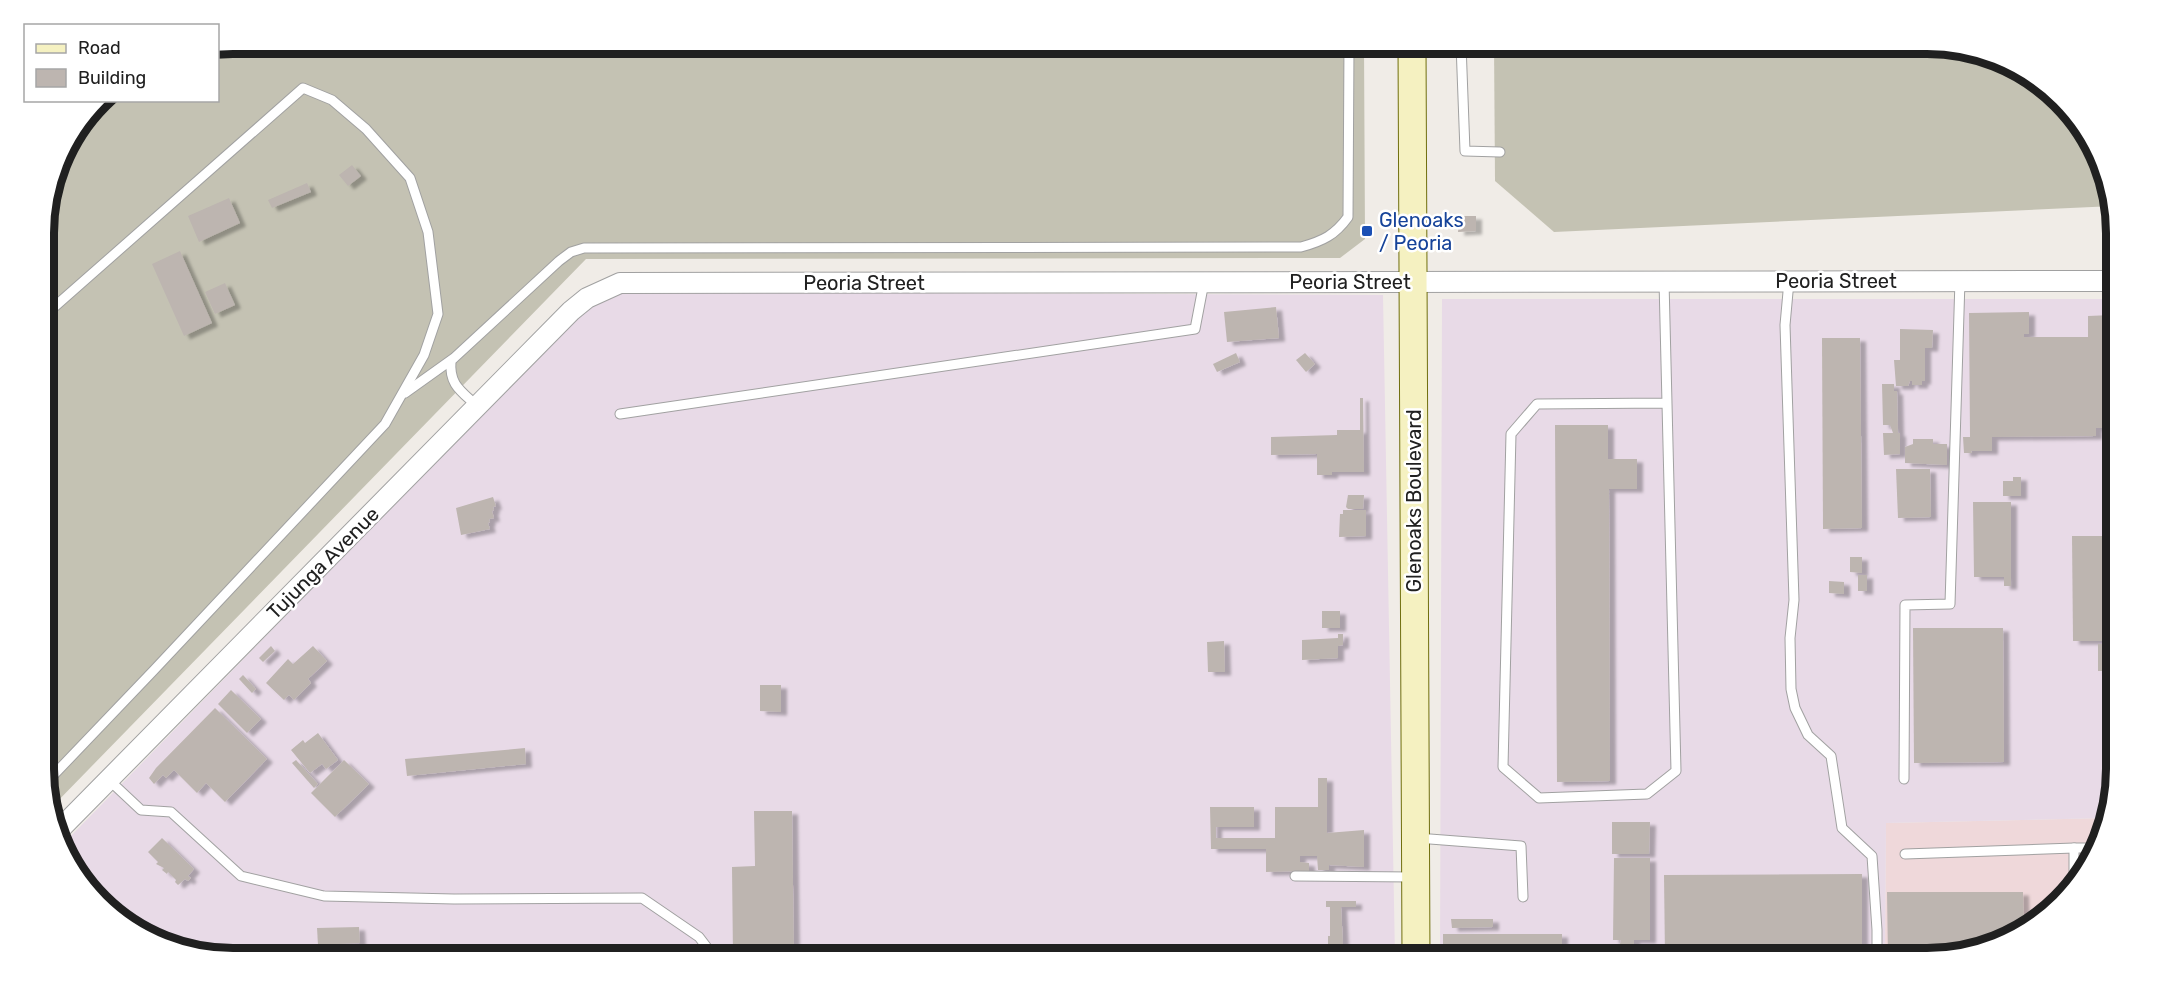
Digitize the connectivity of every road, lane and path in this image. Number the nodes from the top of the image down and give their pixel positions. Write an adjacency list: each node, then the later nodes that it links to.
1 (1349, 54): 13 (lane)
2 (1412, 54): 10 (main road, Glenoaks Boulevard)
3 (1461, 54): 4 (lane)
4 (1500, 152)
5 (1960, 280): 7 (street, Peoria Street); 8 (street, Peoria Street); 19 (lane)
6 (1664, 281): 7 (street, Peoria Street); 10 (street, Peoria Street); 15 (lane)
7 (1789, 281): 32 (lane)
8 (2106, 281)
9 (1204, 282): 10 (street, Peoria Street); 11 (street, Peoria Street); 17 (lane)
10 (1414, 282): 22 (main road, Glenoaks Boulevard)
11 (587, 298): 16 (street, Tujunga Avenue)
12 (54, 307): 14 (lane)
13 (451, 361): 14 (lane); 16 (lane)
14 (401, 397): 18 (lane)
15 (1667, 404): 15 (lane)
16 (477, 406): 20 (street, Tujunga Avenue)
17 (620, 414)
18 (54, 774)
19 (1904, 778)
20 (108, 780): 21 (street, Tujunga Avenue); 30 (lane)
21 (64, 825)
22 (1415, 838): 28 (main road, Glenoaks Boulevard); 29 (lane)
23 (2074, 848): 24 (lane); 25 (lane); 26 (lane)
24 (2087, 848)
25 (1905, 854)
26 (2074, 872)
27 (1295, 876): 28 (lane)
28 (1415, 877): 31 (main road, Glenoaks Boulevard)
29 (1523, 897)
30 (707, 948)
31 (1416, 948)
32 (1877, 948)

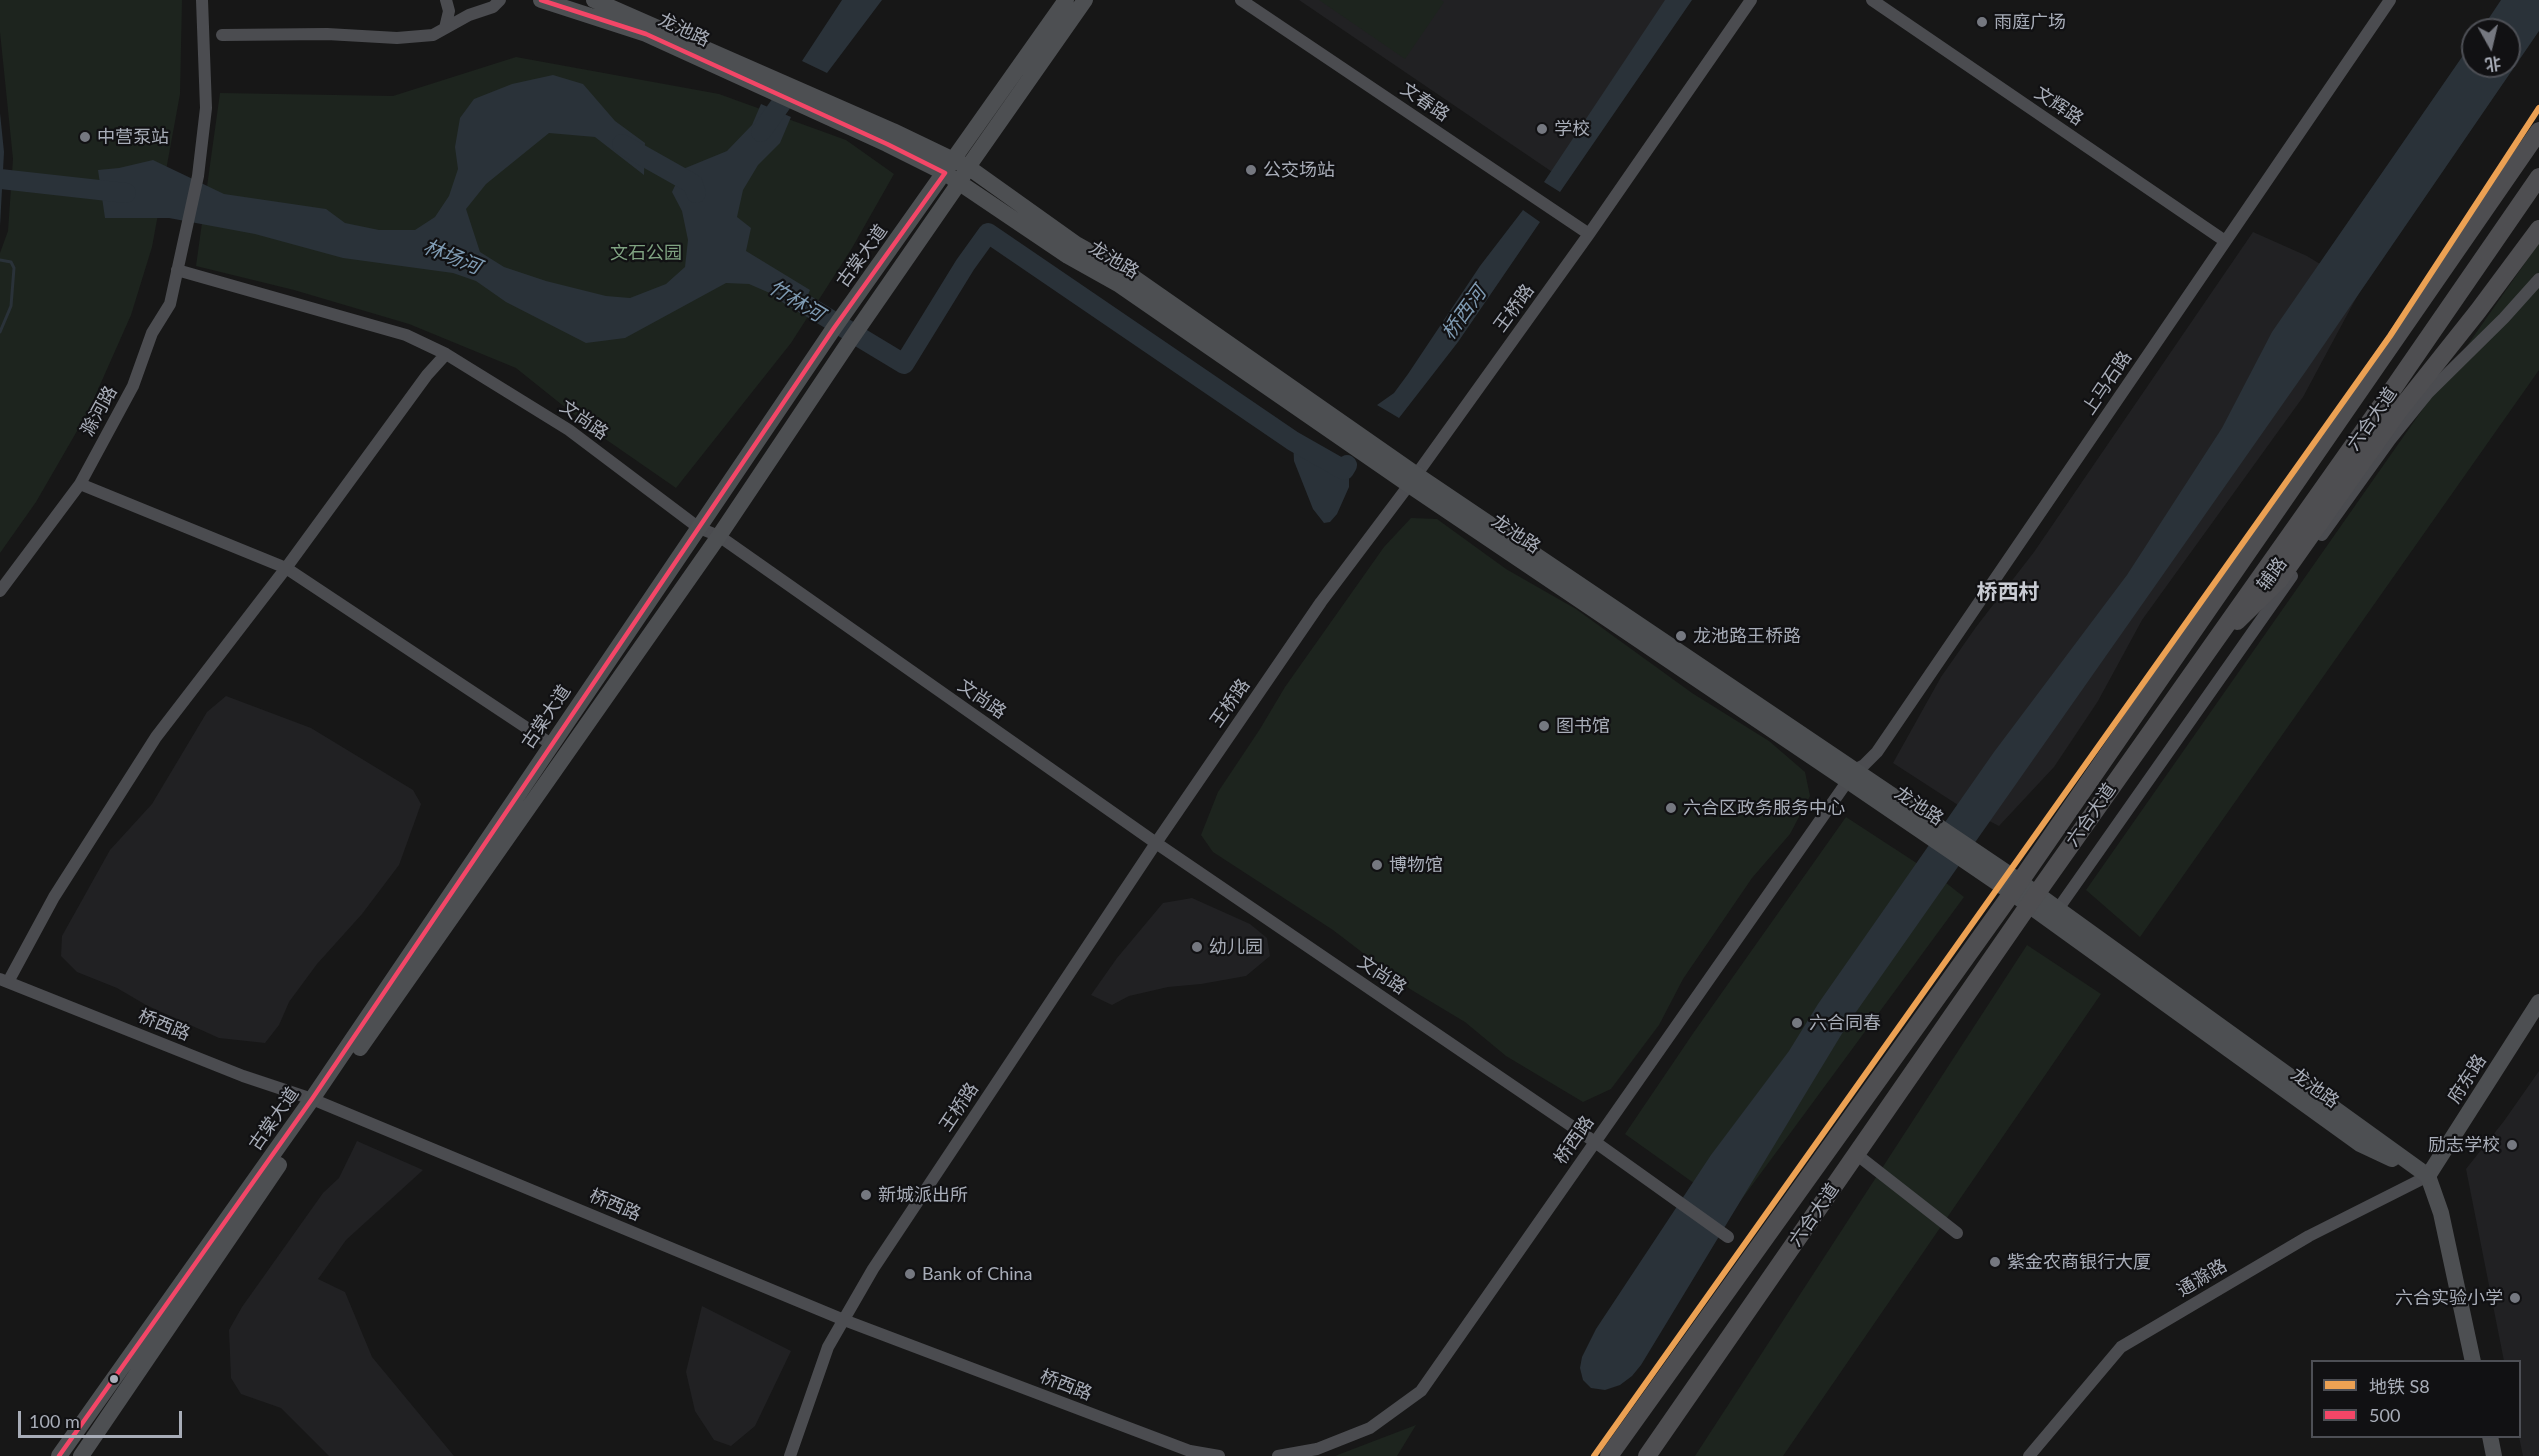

_ _ _ _

- _Assigned task_: The records above should be reproduced exactly, with no pictures included.

- _Task solution_:
Digitize the connectivity of every road, lane and path in this image. Number the nodes from the top of the image down and give their pixel positions. Write an adjacency list: each node, then the later nodes that it links to.
1 (1349, 54): 13 (lane)
2 (1412, 54): 10 (main road, Glenoaks Boulevard)
3 (1461, 54): 4 (lane)
4 (1500, 152)
5 (1960, 280): 7 (street, Peoria Street); 8 (street, Peoria Street); 19 (lane)
6 (1664, 281): 7 (street, Peoria Street); 10 (street, Peoria Street); 15 (lane)
7 (1789, 281): 32 (lane)
8 (2106, 281)
9 (1204, 282): 10 (street, Peoria Street); 11 (street, Peoria Street); 17 (lane)
10 (1414, 282): 22 (main road, Glenoaks Boulevard)
11 (587, 298): 16 (street, Tujunga Avenue)
12 (54, 307): 14 (lane)
13 (451, 361): 14 (lane); 16 (lane)
14 (401, 397): 18 (lane)
15 (1667, 404): 15 (lane)
16 (477, 406): 20 (street, Tujunga Avenue)
17 (620, 414)
18 (54, 774)
19 (1904, 778)
20 (108, 780): 21 (street, Tujunga Avenue); 30 (lane)
21 (64, 825)
22 (1415, 838): 28 (main road, Glenoaks Boulevard); 29 (lane)
23 (2074, 848): 24 (lane); 25 (lane); 26 (lane)
24 (2087, 848)
25 (1905, 854)
26 (2074, 872)
27 (1295, 876): 28 (lane)
28 (1415, 877): 31 (main road, Glenoaks Boulevard)
29 (1523, 897)
30 (707, 948)
31 (1416, 948)
32 (1877, 948)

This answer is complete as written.